2. "the social legacy the individual acquires from his group"
3. "a way of thinking, feeling, and believing"
4. "an abstraction from behavior"
5. " a theory on the part of the anthropologist about the way in which a group of people in fact behave""
6. a "storehouse of pooled learning"
7. "a set of standardized orientations to recurrent problems"
8. "learned behavior"
9. a mechanism for the normative regulation of behavior
10. "a set of techniques for adjusting both to the external environment and to other men"
11. "a precipitate of history"
12. a behavioral map, sieve, or matrix
"The concept of culture I espouse. . . is essentially a semiotic one. Believing, with Max Weber, that man is an animal suspended in webs of significance he himself has spun, I take culture to be those webs, and the analysis of it to be therefore not an experimental science in search of law but an interpretative one in search of meaning. It is explication I am after. . . . (Geertz pp. 4-5)"
Geertz compares the methods of an anthropologist analyzing culture to those of a literary critic analyzing a text: "sorting out the structures of signification. . . and determining their social ground and import. . . . Doing ethnography is like trying to read (in the sense of 'construct a reading of') a manuscript. . . ."
Once human behavior is seen as . . . symbolic action--action which, like phonation in speech, pigment in painting, line in writing, or sonance in music, signifies--the question as to whether culture is patterned conduct or a frame of mind, or even the two somehow mixed together, loses sense. The thing to ask [of actions] is what their import is" (Geertz pp. 9-10).
Geertz argues that culture is "public because meaning is"--systems of meaning are necessarily the collective property of a group. When we say we do not understand the actions of people from a culture other than our own, we are acknowledging our "lack of familiarity with the imaginative universe within which their acts are signs" (Geertz pp. 12-13).
Culture is Ordinary
Raymond Williams, Moving from High Culture to Ordinary Culture Originally published in N. McKenzie (ed.), Convictions, 1958
"Culture is ordinary: that is the first fact. Every human society has its own shape, its own purposes, its own meanings. Every human society expresses these, in institutions, and in arts and learning. The making of a society is the finding of common meanings and directions, and its growth is an active debate and amendment under the pressures of experience, contact, and discovery, writing themselves into the land. The growing society is there, yet it is also made and remade in every individual mind. The making of a mind is, first, the slow learning of shapes, purposes, and meanings, so that work, observation and communication are possible. Then, second, but equal in importance, is the testing of these in experience, the making of new observations, comparisons, and meanings. A culture has two aspects: the known meanings and directions, which its members are trained to; the new observations and meanings, which are offered and tested.

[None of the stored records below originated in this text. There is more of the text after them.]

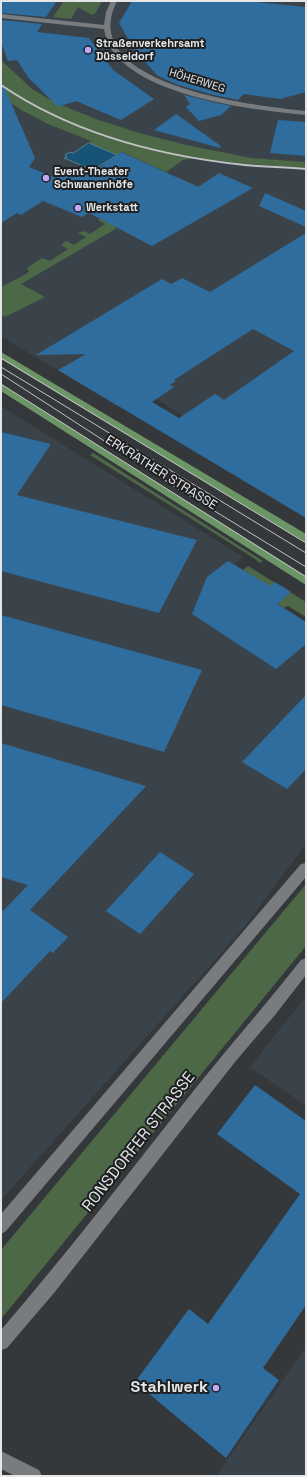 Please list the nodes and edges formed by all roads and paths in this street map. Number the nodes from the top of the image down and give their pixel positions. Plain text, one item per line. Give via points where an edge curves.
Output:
1 (113, 4) edge
2 (101, 12) dead end
3 (1, 16) edge
4 (96, 18) dead end
5 (68, 23) junction
6 (106, 27) junction
7 (306, 113) edge
8 (1, 355) edge
9 (1, 387) edge
10 (306, 540) edge
11 (306, 581) edge
12 (306, 868) edge
13 (306, 964) edge
14 (1, 1226) edge
15 (1, 1342) edge
16 (1, 1460) edge
17 (33, 1476) edge

1 - 2 street
1 - 6 street
3 - 5 street
4 - 5 street via 87,22
5 - 6 street
6 - 7 street, HÖHERWEG via 114,47 126,62 142,73 167,84 197,95 231,103
8 - 10 main road, ERKRATHER STRASSE
9 - 11 main road, ERKRATHER STRASSE
12 - 14 street
13 - 15 street, RONSDORFER STRASSE
16 - 17 street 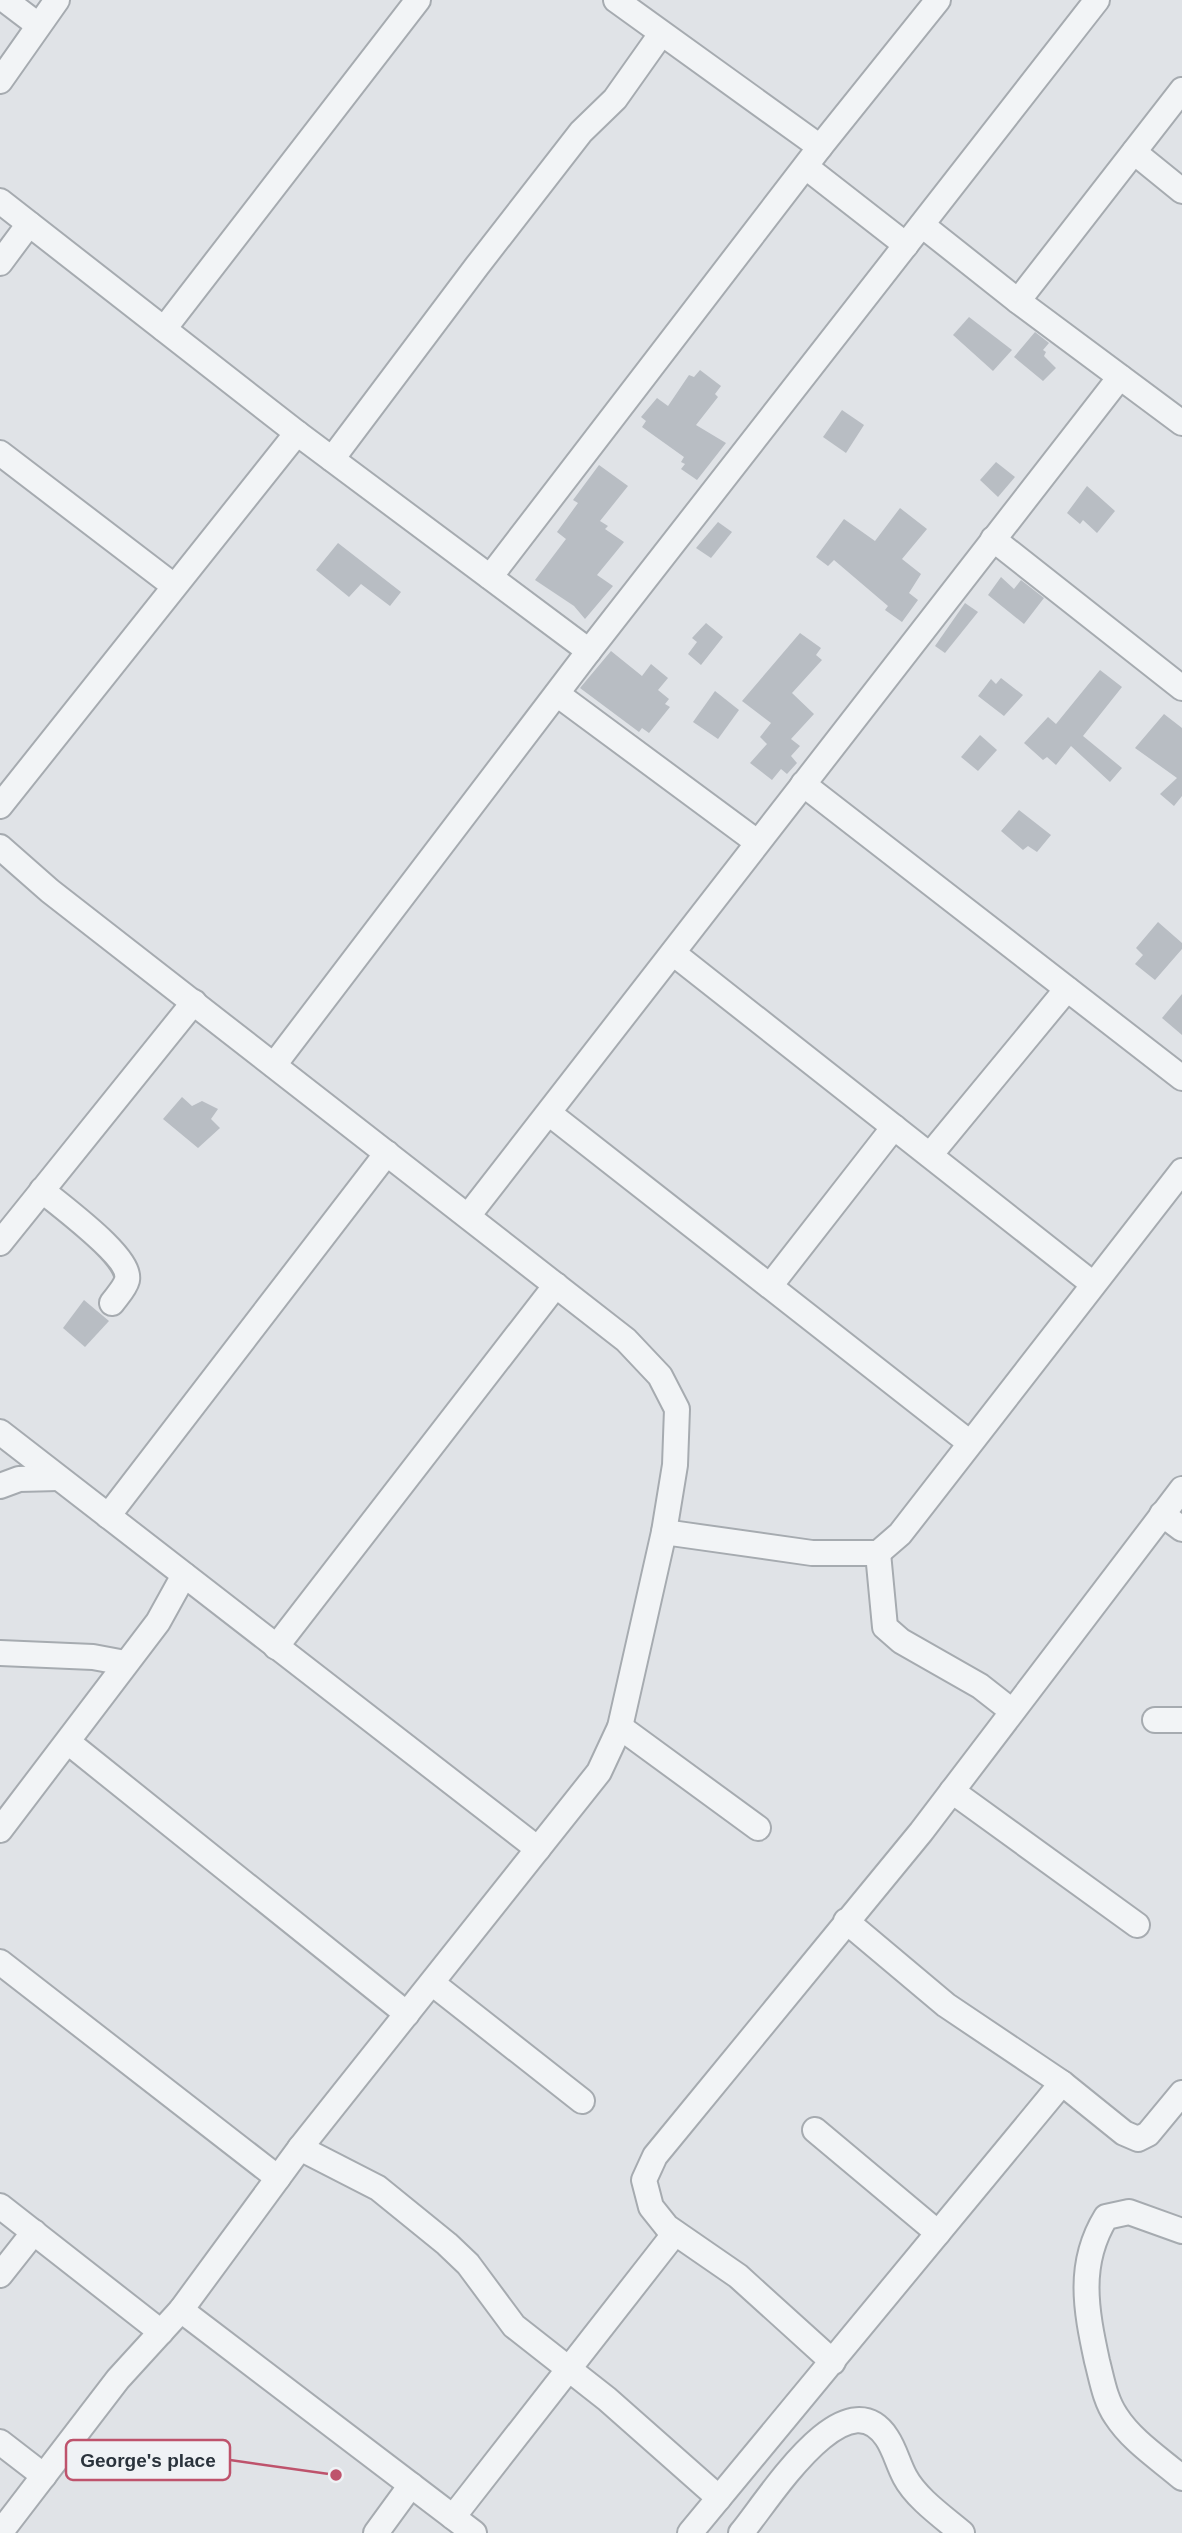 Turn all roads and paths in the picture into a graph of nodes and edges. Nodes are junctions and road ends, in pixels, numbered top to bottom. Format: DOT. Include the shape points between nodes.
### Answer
graph roads {
  1 [pos="5,0"];
  2 [pos="57,0"];
  3 [pos="418,0"];
  4 [pos="616,0"];
  5 [pos="938,0"];
  6 [pos="1097,0"];
  7 [pos="38,24"];
  8 [pos="661,34"];
  9 [pos="0,81"];
  10 [pos="1182,90"];
  11 [pos="1134,152"];
  12 [pos="813,157"];
  13 [pos="1182,191"];
  14 [pos="0,201"];
  15 [pos="29,224"];
  16 [pos="922,225"];
  17 [pos="906,245"];
  18 [pos="0,263"];
  19 [pos="1018,301"];
  20 [pos="164,329"];
  21 [pos="1120,377"];
  22 [pos="1182,423"];
  23 [pos="297,433"];
  24 [pos="0,453"];
  25 [pos="332,459"];
  26 [pos="993,539"];
  27 [pos="490,577"];
  28 [pos="174,586"];
  29 [pos="589,651"];
  30 [pos="1182,688"];
  31 [pos="557,694"];
  32 [pos="803,784"];
  33 [pos="0,806"];
  34 [pos="757,842"];
  35 [pos="0,847"];
  36 [pos="673,953"];
  37 [pos="1067,989"];
  38 [pos="194,1002"];
  39 [pos="274,1065"];
  40 [pos="1182,1078"];
  41 [pos="550,1114"];
  42 [pos="894,1127"];
  43 [pos="387,1153"];
  44 [pos="930,1156"];
  45 [pos="1182,1171"];
  46 [pos="42,1190"];
  47 [pos="468,1216"];
  48 [pos="0,1243"];
  49 [pos="1093,1284"];
  50 [pos="556,1285"];
  51 [pos="770,1286"];
  52 [pos="112,1303"];
  53 [pos="0,1432"];
  54 [pos="970,1443"];
  55 [pos="58,1478"];
  56 [pos="0,1486"];
  57 [pos="1182,1489"];
  58 [pos="1162,1514"];
  59 [pos="108,1516"];
  60 [pos="1182,1529"];
  61 [pos="664,1532"];
  62 [pos="878,1553"];
  63 [pos="184,1576"];
  64 [pos="276,1647"];
  65 [pos="0,1653"];
  66 [pos="125,1663"];
  67 [pos="1012,1711"];
  68 [pos="1155,1720"];
  69 [pos="1182,1720"];
  70 [pos="620,1727"];
  71 [pos="68,1742"];
  72 [pos="952,1791"];
  73 [pos="758,1828"];
  74 [pos="0,1830"];
  75 [pos="538,1849"];
  76 [pos="846,1921"];
  77 [pos="1137,1925"];
  78 [pos="0,1962"];
  79 [pos="432,1983"];
  80 [pos="407,2014"];
  81 [pos="1062,2083"];
  82 [pos="1182,2094"];
  83 [pos="582,2101"];
  84 [pos="814,2130"];
  85 [pos="300,2148"];
  86 [pos="278,2179"];
  87 [pos="0,2206"];
  88 [pos="1182,2231"];
  89 [pos="34,2232"];
  90 [pos="675,2233"];
  91 [pos="938,2233"];
  92 [pos="0,2275"];
  93 [pos="181,2310"];
  94 [pos="161,2332"];
  95 [pos="833,2362"];
  96 [pos="570,2371"];
  97 [pos="0,2442"];
  98 [pos="44,2476"];
  99 [pos="1182,2478"];
  100 [pos="411,2485"];
  101 [pos="719,2498"];
  102 [pos="453,2517"];
  103 [pos="0,2533"];
  104 [pos="376,2533"];
  105 [pos="474,2533"];
  106 [pos="690,2533"];
  107 [pos="741,2533"];
  108 [pos="962,2533"];
  1 -- 7 [label="street"];
  2 -- 7 [label="street"];
  3 -- 20 [label="street"];
  4 -- 8 [label="street"];
  5 -- 12 [label="street"];
  6 -- 16 [label="street"];
  7 -- 9 [label="street"];
  8 -- 12 [label="street"];
  8 -- 25 [label="street" via="615,99 581,132 477,265"];
  10 -- 11 [label="street"];
  11 -- 13 [label="street"];
  11 -- 19 [label="street"];
  12 -- 17 [label="street"];
  12 -- 27 [label="street"];
  14 -- 15 [label="street"];
  15 -- 18 [label="street"];
  15 -- 20 [label="street"];
  16 -- 17 [label="street"];
  16 -- 19 [label="street"];
  17 -- 29 [label="street"];
  19 -- 21 [label="street"];
  20 -- 23 [label="street"];
  21 -- 22 [label="street"];
  21 -- 26 [label="street"];
  23 -- 25 [label="street"];
  23 -- 28 [label="street"];
  24 -- 28 [label="street"];
  25 -- 27 [label="street"];
  26 -- 30 [label="street"];
  26 -- 32 [label="street"];
  27 -- 29 [label="street"];
  28 -- 33 [label="street"];
  29 -- 31 [label="street"];
  31 -- 34 [label="street"];
  31 -- 39 [label="street"];
  32 -- 34 [label="street"];
  32 -- 37 [label="street"];
  34 -- 36 [label="street"];
  35 -- 38 [label="street"];
  36 -- 41 [label="street"];
  36 -- 42 [label="street"];
  37 -- 40 [label="street"];
  37 -- 44 [label="street"];
  38 -- 39 [label="street"];
  38 -- 46 [label="street"];
  39 -- 43 [label="street"];
  41 -- 47 [label="street"];
  41 -- 51 [label="street"];
  42 -- 44 [label="street"];
  42 -- 51 [label="street"];
  43 -- 47 [label="street"];
  43 -- 59 [label="street"];
  44 -- 49 [label="street"];
  45 -- 49 [label="street"];
  46 -- 48 [label="street"];
  46 -- 52 [label="street" via="127,1270 127,1282"];
  47 -- 50 [label="street"];
  49 -- 54 [label="street"];
  50 -- 61 [label="street" via="626,1340 660,1376 677,1409 675,1465"];
  50 -- 64 [label="street"];
  51 -- 54 [label="street"];
  53 -- 55 [label="street"];
  54 -- 62 [label="street" via="900,1534"];
  55 -- 56 [label="street" via="19,1479"];
  55 -- 59 [label="street"];
  57 -- 58 [label="street"];
  58 -- 60 [label="street"];
  58 -- 67 [label="street"];
  59 -- 63 [label="street"];
  61 -- 62 [label="street" via="812,1553"];
  61 -- 70 [label="street"];
  62 -- 67 [label="street" via="885,1627"];
  63 -- 64 [label="street"];
  63 -- 66 [label="street" via="158,1622"];
  64 -- 75 [label="street"];
  65 -- 66 [label="street"];
  66 -- 71 [label="street"];
  67 -- 72 [label="street"];
  68 -- 69 [label="street"];
  70 -- 73 [label="street"];
  70 -- 75 [label="street" via="599,1772"];
  71 -- 74 [label="street"];
  71 -- 80 [label="street"];
  72 -- 76 [label="street"];
  72 -- 77 [label="street"];
  75 -- 79 [label="street"];
  76 -- 81 [label="street" via="946,2005"];
  76 -- 90 [label="street" via="655,2156 644,2180 651,2207"];
  78 -- 86 [label="street"];
  79 -- 80 [label="street"];
  79 -- 83 [label="street"];
  80 -- 85 [label="street"];
  81 -- 82 [label="street" via="1138,2139 1148,2134"];
  81 -- 91 [label="street"];
  84 -- 91 [label="street"];
  85 -- 86 [label="street"];
  85 -- 96 [label="street" via="378,2188 447,2244 468,2264 514,2326"];
  86 -- 93 [label="street"];
  87 -- 89 [label="street"];
  88 -- 99 [label="street" via="1129,2212 1106,2217 1088,2258 1084,2290 1104,2393 1115,2416"];
  89 -- 92 [label="street"];
  89 -- 94 [label="street"];
  90 -- 95 [label="street" via="738,2276"];
  90 -- 96 [label="street"];
  91 -- 95 [label="street"];
  93 -- 94 [label="street"];
  93 -- 100 [label="street"];
  94 -- 98 [label="street" via="118,2379"];
  95 -- 101 [label="street"];
  96 -- 101 [label="street"];
  96 -- 102 [label="street"];
  97 -- 98 [label="street"];
  98 -- 103 [label="street"];
  100 -- 102 [label="street"];
  100 -- 104 [label="street"];
  101 -- 106 [label="street"];
  102 -- 105 [label="street"];
  107 -- 108 [label="street" via="817,2439 834,2426 856,2419 873,2424 886,2436 906,2479"];
} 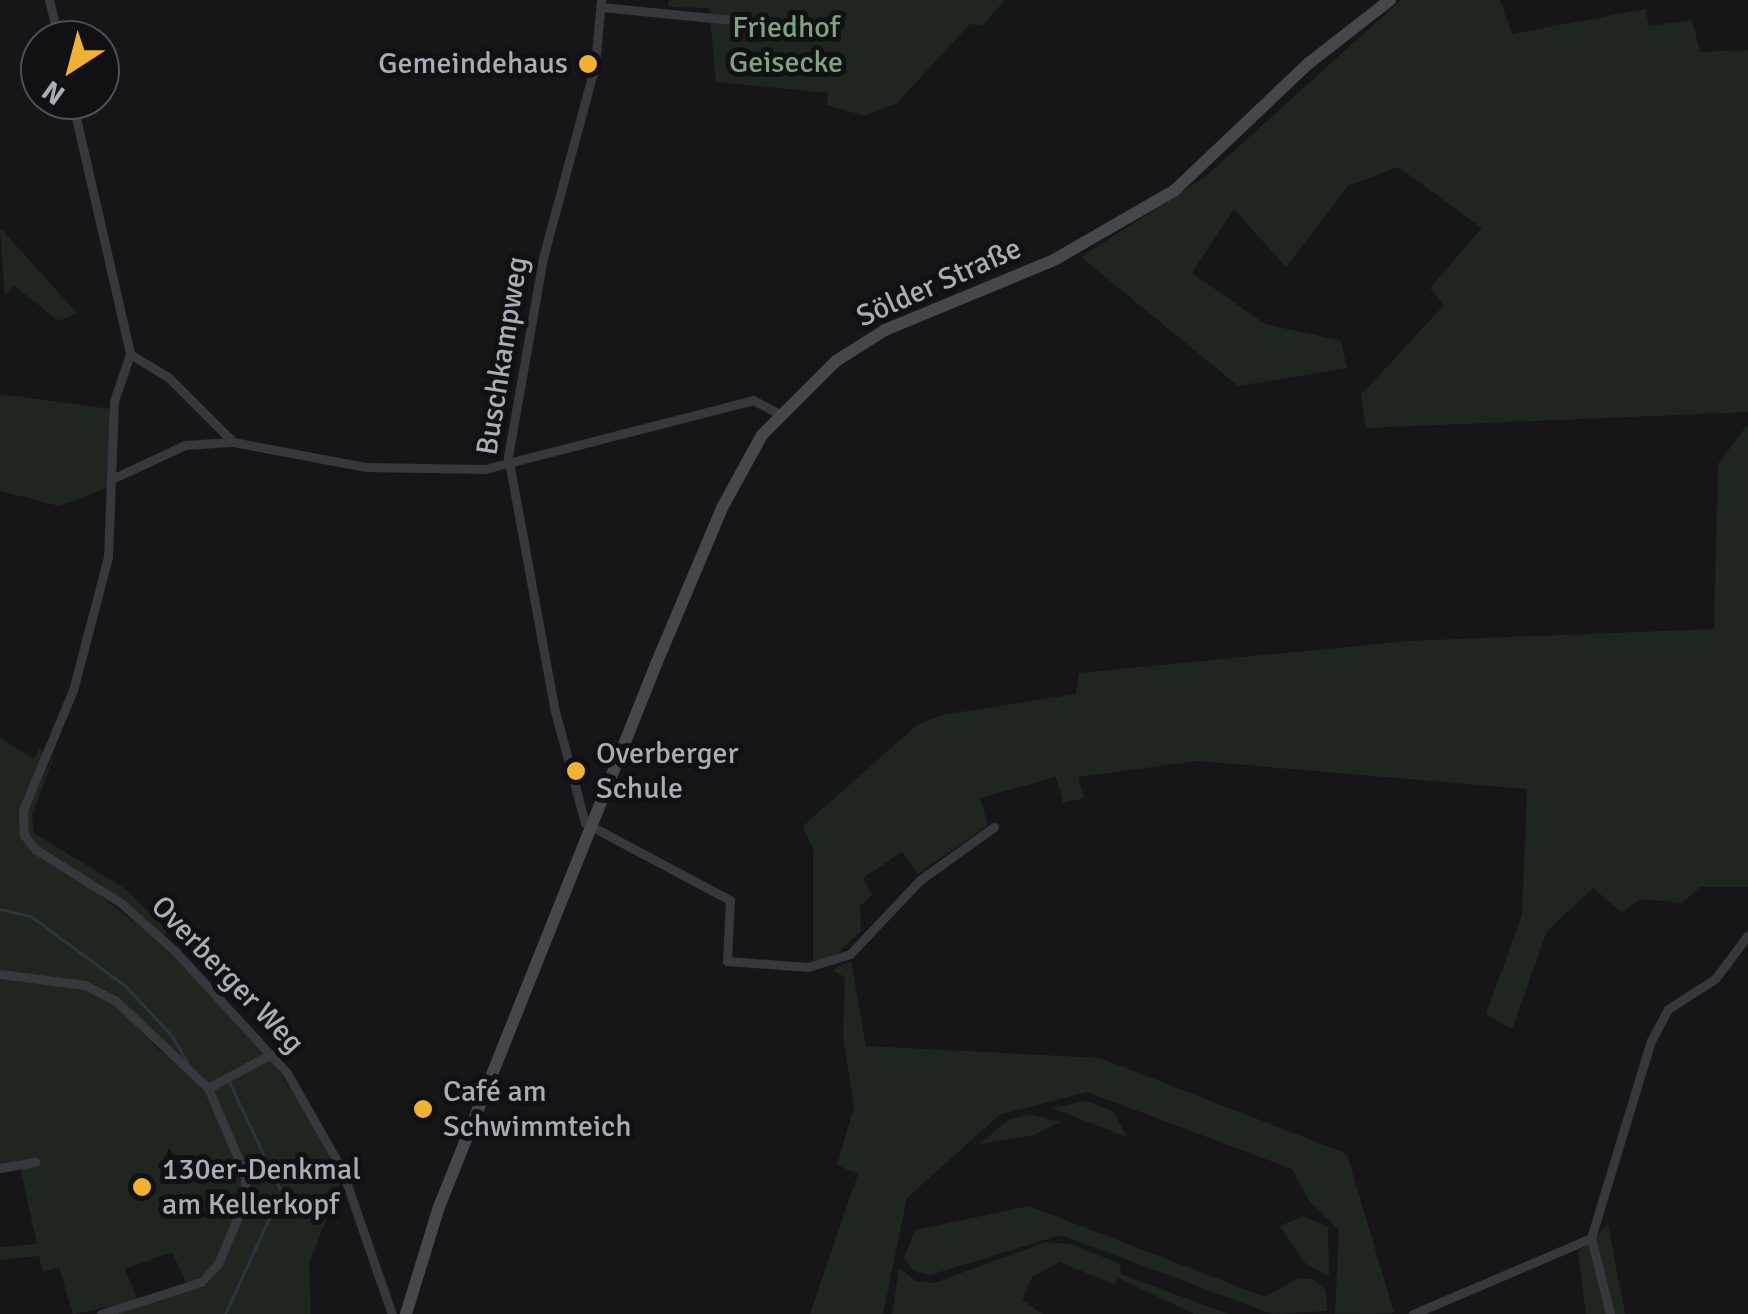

These are the ordinary processes of human societies and human minds, and we see through them the nature of a culture: that it is always both traditional and creative; that it is both the most ordinary common meanings and the finest individual meanings. We use the word culture in these two senses: to mean a whole way of life--the common meanings; to mean the arts and learning--the special processes of discovery and creative effort. Some writers reserve the word for one or other of these senses; I insist on both, and on the significance of their conjunction. The questions I ask about our culture are questions about deep personal meanings. Culture is ordinary, in every society and in every mind.